Polluting the polls and minority groups
One issue with Brennan's argument is that it seems to suggest that minorities shouldn’t vote. Those who are least educated, and therefore (according to Brennan) should abstain from voting, often belong to disadvantaged groups, like the poor and minorities. Discrimination and lack of opportunities can limit their education, so they would be the ones who disproportionately have to refrain from voting.
Brennan acknowledges this but argues that while minorities have been poorly served, advocating for better education and opportunities doesn’t mean they should vote as much as other groups. He compares this to professions like surgery or law, where unfair advantages due to discrimination should be fixed by improving education and opportunities, not by allowing unqualified people to work in these fields. Brennan argues that allowing politically ignorant people to vote is similar. If minority groups are predominantly politically uninformed because of discrimination, efforts should focus on improving their situation rather than pushing them to vote, which might lead to bad decisions.
But is this such a good idea? If a minority group tends to abstain from voting, won’t the government simply ignore their needs? While Brennan suggests that educated experts could advocate for these communities, this is questionable. Many experts might prioritize other issues, and people usually understand problems that affect them directly better. So, if minorities disengage from voting, their concerns will probably be overlooked.
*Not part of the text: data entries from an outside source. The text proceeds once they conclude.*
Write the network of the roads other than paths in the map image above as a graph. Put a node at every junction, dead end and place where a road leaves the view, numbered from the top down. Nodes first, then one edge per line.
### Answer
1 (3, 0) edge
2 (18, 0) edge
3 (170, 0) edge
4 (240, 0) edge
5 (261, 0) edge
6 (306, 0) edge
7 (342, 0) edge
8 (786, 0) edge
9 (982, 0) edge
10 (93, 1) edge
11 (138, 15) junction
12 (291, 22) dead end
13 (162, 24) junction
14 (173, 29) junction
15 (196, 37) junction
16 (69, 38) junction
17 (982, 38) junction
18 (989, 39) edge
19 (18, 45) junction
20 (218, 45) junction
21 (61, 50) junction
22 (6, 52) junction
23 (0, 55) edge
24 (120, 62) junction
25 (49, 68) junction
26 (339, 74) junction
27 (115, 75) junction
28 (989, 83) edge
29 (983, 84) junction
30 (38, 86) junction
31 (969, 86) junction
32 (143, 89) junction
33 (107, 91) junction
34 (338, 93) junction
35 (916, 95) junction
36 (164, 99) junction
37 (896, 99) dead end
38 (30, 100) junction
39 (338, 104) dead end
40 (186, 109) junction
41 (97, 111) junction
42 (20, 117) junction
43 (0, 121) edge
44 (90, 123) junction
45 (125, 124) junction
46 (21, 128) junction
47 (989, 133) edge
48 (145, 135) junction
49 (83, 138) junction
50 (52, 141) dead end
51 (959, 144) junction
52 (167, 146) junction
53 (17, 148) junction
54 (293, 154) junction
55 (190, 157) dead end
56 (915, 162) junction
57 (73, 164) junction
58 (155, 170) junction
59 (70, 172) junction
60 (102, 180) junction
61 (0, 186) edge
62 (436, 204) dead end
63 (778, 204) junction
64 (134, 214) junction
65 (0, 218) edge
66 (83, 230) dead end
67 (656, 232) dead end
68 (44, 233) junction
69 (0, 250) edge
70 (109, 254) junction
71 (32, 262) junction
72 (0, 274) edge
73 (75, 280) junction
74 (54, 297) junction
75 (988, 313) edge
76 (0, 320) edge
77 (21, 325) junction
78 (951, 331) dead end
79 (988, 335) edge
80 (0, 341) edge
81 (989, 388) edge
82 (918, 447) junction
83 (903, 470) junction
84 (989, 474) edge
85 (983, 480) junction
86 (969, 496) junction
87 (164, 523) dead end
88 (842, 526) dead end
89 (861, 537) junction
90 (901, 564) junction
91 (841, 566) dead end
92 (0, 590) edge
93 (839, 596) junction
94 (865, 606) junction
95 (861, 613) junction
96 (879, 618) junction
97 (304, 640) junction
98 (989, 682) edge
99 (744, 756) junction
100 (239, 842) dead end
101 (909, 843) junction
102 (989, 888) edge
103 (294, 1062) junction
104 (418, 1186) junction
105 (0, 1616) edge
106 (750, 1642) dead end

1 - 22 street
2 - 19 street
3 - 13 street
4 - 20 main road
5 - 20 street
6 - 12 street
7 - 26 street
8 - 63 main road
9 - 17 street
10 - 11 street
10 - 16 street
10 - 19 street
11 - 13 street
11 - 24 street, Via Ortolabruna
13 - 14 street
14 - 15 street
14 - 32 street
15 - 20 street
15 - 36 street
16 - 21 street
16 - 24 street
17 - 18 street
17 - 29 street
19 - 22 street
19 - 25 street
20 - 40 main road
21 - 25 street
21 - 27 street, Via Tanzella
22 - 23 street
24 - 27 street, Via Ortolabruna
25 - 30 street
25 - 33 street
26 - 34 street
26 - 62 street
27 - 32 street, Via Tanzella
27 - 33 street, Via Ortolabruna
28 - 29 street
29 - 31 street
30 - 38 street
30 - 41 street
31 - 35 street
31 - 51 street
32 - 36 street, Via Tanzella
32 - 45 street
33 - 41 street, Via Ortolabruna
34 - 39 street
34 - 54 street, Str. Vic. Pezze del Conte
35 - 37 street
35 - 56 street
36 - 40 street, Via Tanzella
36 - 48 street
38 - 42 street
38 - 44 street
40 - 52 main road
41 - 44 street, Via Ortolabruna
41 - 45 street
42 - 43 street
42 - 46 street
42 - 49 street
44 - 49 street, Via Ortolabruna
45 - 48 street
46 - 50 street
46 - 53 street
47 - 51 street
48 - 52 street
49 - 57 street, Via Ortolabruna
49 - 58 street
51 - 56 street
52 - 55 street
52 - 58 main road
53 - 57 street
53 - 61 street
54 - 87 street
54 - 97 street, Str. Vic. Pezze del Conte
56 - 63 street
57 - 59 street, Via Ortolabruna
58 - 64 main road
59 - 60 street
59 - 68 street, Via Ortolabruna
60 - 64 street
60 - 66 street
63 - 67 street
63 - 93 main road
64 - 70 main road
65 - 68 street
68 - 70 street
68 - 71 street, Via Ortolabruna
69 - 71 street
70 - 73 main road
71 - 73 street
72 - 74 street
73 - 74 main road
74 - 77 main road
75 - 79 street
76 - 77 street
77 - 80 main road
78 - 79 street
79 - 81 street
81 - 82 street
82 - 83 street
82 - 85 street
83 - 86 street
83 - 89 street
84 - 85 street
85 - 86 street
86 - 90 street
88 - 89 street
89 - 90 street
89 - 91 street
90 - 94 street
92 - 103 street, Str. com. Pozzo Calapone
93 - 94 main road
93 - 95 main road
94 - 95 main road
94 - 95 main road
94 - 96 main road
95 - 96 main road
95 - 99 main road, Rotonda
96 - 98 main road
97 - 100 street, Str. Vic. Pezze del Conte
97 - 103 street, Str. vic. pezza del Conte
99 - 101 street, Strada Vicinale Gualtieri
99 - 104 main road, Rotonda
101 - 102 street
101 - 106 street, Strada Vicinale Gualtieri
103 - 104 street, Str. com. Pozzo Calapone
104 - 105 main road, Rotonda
Is this level of knowledge feasible?
Another issue with Brennan’s argument is practicality. Getting the level of knowledge he thinks is necessary for voting seems impossible. General elections involve a wide range of topics like defense, taxes, healthcare, housing, crime, transportation, international relations, education, and a whole lot more. Even if you’re well-educated in some areas, you’ll be ignorant in others. It raises the question: Do you need to be an expert to vote, or is some level of knowledge enough? If so, where is the line?2
This becomes especially worrying if we remember the existence of the Dunning-Kruger effect, which shows that people who lack competence often overestimate their knowledge, and vice-versa. If people followed Brennan’s advice, those ignorant of their lack of knowledge would keep voting, while well-educated people might think they’re not competent enough and abstain. This could result in a less-informed electorate, with more ignorant voters continuing to vote due to their overconfidence, while the educated abstain.
Conclusion
Because of these issues with practicality and minority disenfranchisement, I don’t find the “polluting the polls” argument very convincing. Which means that if we want to undermine the reasons to vote (in nondeterministic voting systems) we will need other arguments. I will look at some of these arguments in a future blog post.
Modern citizens’ assemblies, randomly selected from the population, are a similar concept.
This argument doesn’t work if you can direct your voting power to your area of expertise, like I proposed in my department voting post.